Find asymptotic of sequence $a_n=\sqrt[4]{1}+\sqrt[4]{2}+...+\sqrt[4]{n}, n \to \infty$.
Here is my solution:
$$\sqrt[4]{1}+\sqrt[4]{2}+...+\sqrt[4]{n}=n^\frac{5}{4}\sum\limits_{i=1}^{n} \sqrt[4]\frac{i}{n}\frac{1}{n} =n^\frac{5}{4}\left(\int\limits_{0}^{1} \sqrt[4]{x}dx+o(1)\right)=n^\frac{5}{4}\left(\frac{4}{5}+o(1)\right)$$
But I'm not sure that it's correct. Could someone please check it and let me know what is wrong?
It is correct, and the problem can be generalized.
The sum for a general power $p$ can be expressed by the generalized harmonic number as follows
$$s_{n}(p)=\sum _{k=1}^n k^p = H_n^{(-p)}$$
The asymptotic behaviour of the harmonic number is then (for $p \ne -1$)
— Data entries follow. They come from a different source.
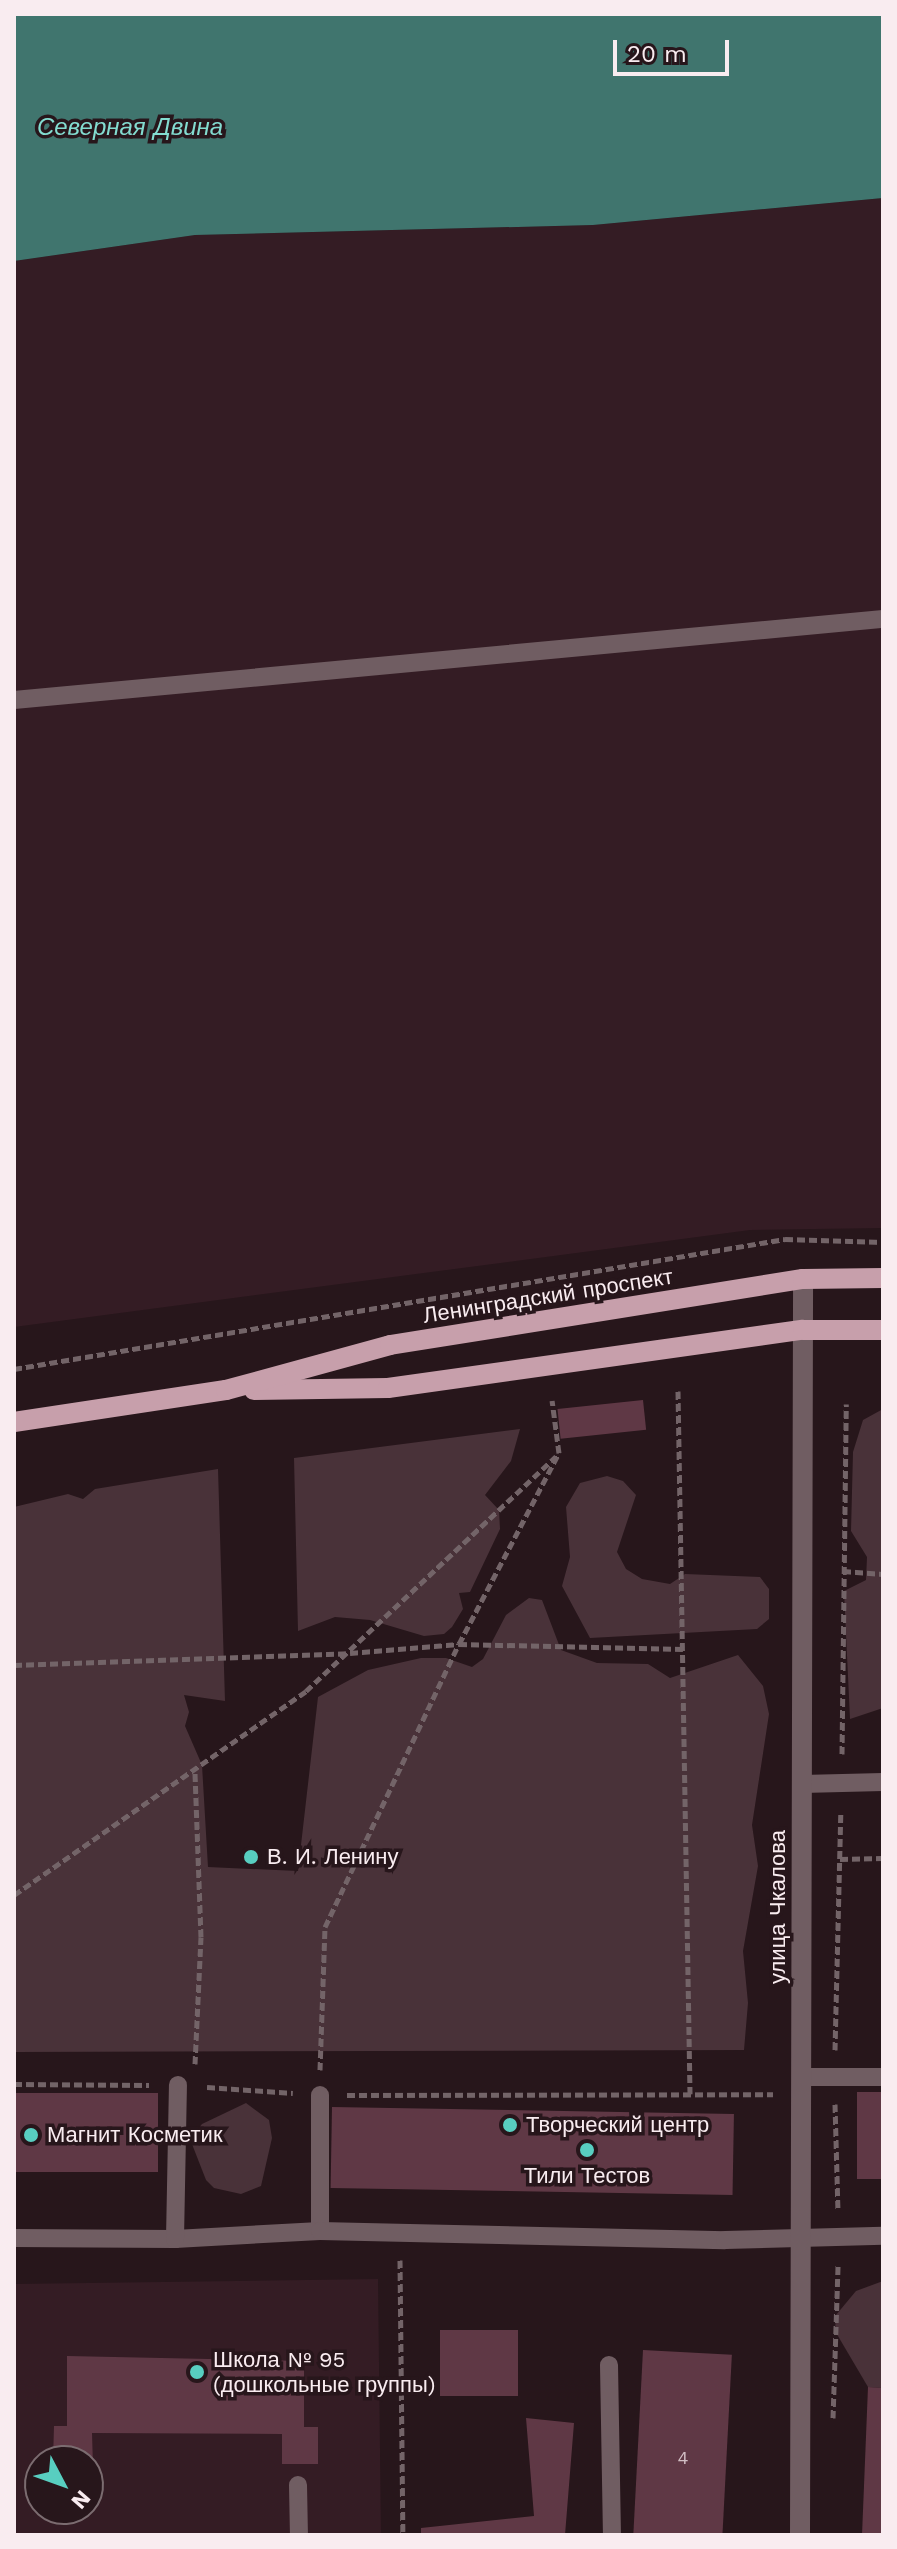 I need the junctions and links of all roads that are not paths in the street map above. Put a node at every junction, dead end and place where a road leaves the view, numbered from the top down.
1 (883, 619) edge
2 (14, 700) edge
3 (883, 1278) edge
4 (803, 1279) junction
5 (803, 1330) junction
6 (883, 1330) edge
7 (226, 1390) junction
8 (14, 1422) edge
9 (883, 1782) edge
10 (802, 1784) junction
11 (883, 2077) edge
12 (178, 2085) dead end
13 (802, 2085) junction
14 (320, 2095) road end
15 (320, 2231) junction
16 (883, 2236) edge
17 (801, 2237) junction
18 (14, 2238) edge
19 (175, 2239) junction
20 (609, 2365) dead end
21 (298, 2485) dead end
22 (299, 2535) edge
23 (612, 2535) edge
24 (800, 2535) edge

1 - 2 lane
3 - 4 main road, Ленинградский проспект
4 - 5 street, улица Чкалова
4 - 7 main road, Ленинградский проспект
5 - 6 main road, Ленинградский проспект
5 - 7 main road, Ленинградский проспект
5 - 10 street, улица Чкалова
7 - 8 main road, Ленинградский проспект
9 - 10 lane
10 - 13 street, улица Чкалова
11 - 13 lane
12 - 19 lane
13 - 17 street, улица Чкалова
14 - 15 lane
15 - 17 lane
15 - 19 lane
16 - 17 lane
17 - 24 street, улица Чкалова
18 - 19 lane
20 - 23 lane
21 - 22 lane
$$H_n^{(-p)} \to \left(\frac{n^{p+1}}{p+1}+\frac{1}{2}n^p\right)+\zeta (-p)+\frac{p}{12 n} +O(\frac{1}{n^3})$$
and for $p=-1$
$$H_n^{(1)}=H_n \to \log (n)+\gamma+\frac{1}{2 n}-\frac{1}{12 n^2}+O(\frac{1}{n^3})$$
Hence the series is divergent for $p\ge-1$ and convergent otherwise.